Muito difícil escrever sobre esse livro (estou enrolando faz tempo). Daqueles que de tão bom, da medo de falar algo que não esteja a altura.
Já cheguei a assistir os três filmes no mesmo dia, e não é diferente com o livro. Você não consegue parar de ler, a história vai se desenrolando muito rápido.
Adoro como o livro mostra tudo, desde a infância até a velhice do personagem.
Na verdade, foi com essa magnífica história que aprendi a fazer molho de tomate! Hahaha Um dos capangas do Don, Clemenza, faz um molho que acabou ficando famoso, no filme a receita é até retratada certinha.
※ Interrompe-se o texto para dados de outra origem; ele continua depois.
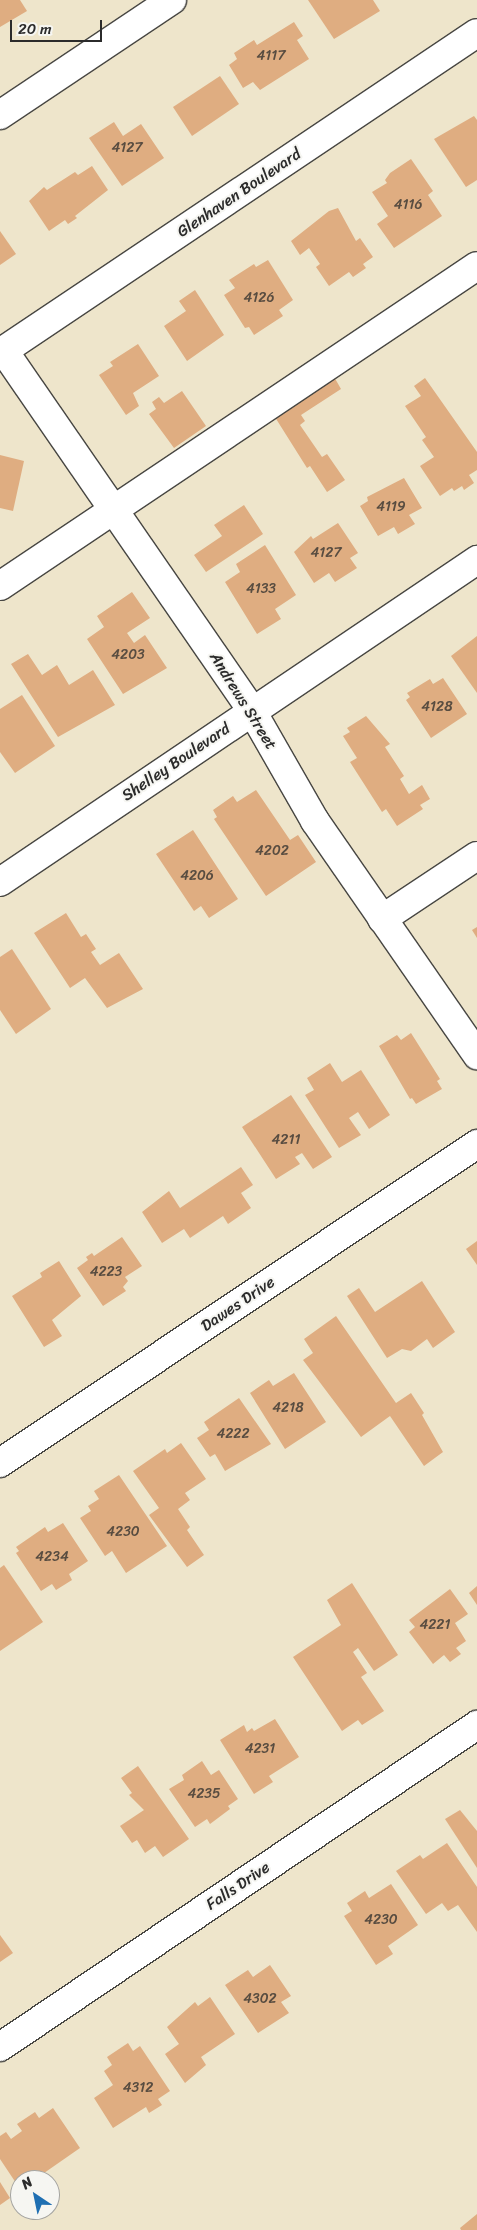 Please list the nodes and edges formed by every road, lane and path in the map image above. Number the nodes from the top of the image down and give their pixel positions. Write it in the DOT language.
graph roads {
  1 [pos="172,0"];
  2 [pos="477,33"];
  3 [pos="0,115"];
  4 [pos="477,266"];
  5 [pos="2,352"];
  6 [pos="114,509"];
  7 [pos="477,560"];
  8 [pos="0,586"];
  9 [pos="252,711"];
  10 [pos="477,856"];
  11 [pos="0,882"];
  12 [pos="382,919"];
  13 [pos="477,1055"];
  14 [pos="477,1144"];
  15 [pos="0,1463"];
  16 [pos="477,1725"];
  17 [pos="0,2047"];
  1 -- 3 [label="street"];
  2 -- 5 [label="street, Glenhaven Boulevard"];
  4 -- 6 [label="street"];
  5 -- 6 [label="street, Andrews Street"];
  6 -- 8 [label="street"];
  6 -- 9 [label="street, Andrews Street"];
  7 -- 9 [label="street, Shelley Boulevard"];
  9 -- 11 [label="street, Shelley Boulevard"];
  9 -- 12 [label="street, Andrews Street"];
  10 -- 12 [label="street"];
  12 -- 13 [label="street, Andrews Street"];
  14 -- 15 [label="street, Dawes Drive"];
  16 -- 17 [label="street, Falls Drive"];
}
Toda a ação do livro começa quando Vito recusa se juntar a um negócio de outro Don, envolvendo drogas e então, começa uma guerra entre as máfias.
Quando sofre uma tentativa de assassinado, um de seus filhos que não tinha intenção de fazer parte dos “negócios” do pai, acaba se metendo por vingança. Frio e calculista, ele vinga sua família e se torna o novo Don.
Gosto de como a festa de casamento é retratada e desse extremo de máfia e família feliz, onde todos estão comemorando, e no escritório dentro da casa, pedindo favores para o Don.
Um dos favores, que nos leva até uma das minhas partes preferidas: acordar com a cabeça decepada de um cavalo na cama. (Tem que ler para entender)
Também adoro a parte em que Michael (Al Pacino no filme, tem como não amar?) o filho mais novo de Don Vito acaba entrando para o mundo da máfia e vingando sua família.
Uma das frases marcantes do filme “Homens realmente grandes, não nascem grandes, tornam-se grandes.” me chama muito atenção. No próprio livro vemos isso, com Michael se tornando Don, quando além de ser o filho caçula era o único que não estava e nem tinha interesse em estar envolvido na máfia. Ele não se torna Don por ter nascido filho de um Don, mas sim pelos seus atos e suas escolhas, se tornando “grande”.
Não vou colocar aqui outras frases, são muitas e a maioria conhecidas por todos, recomendo que quem ainda não leu, descubra essas frases lendo o livro agora mesmo!

Agora que finalmente vim aqui indicar essa obra prima, deu até vontade de ler e assistir tudo de novo, definitivamente um dos meus favoritos. Tanto no papel como na telinha.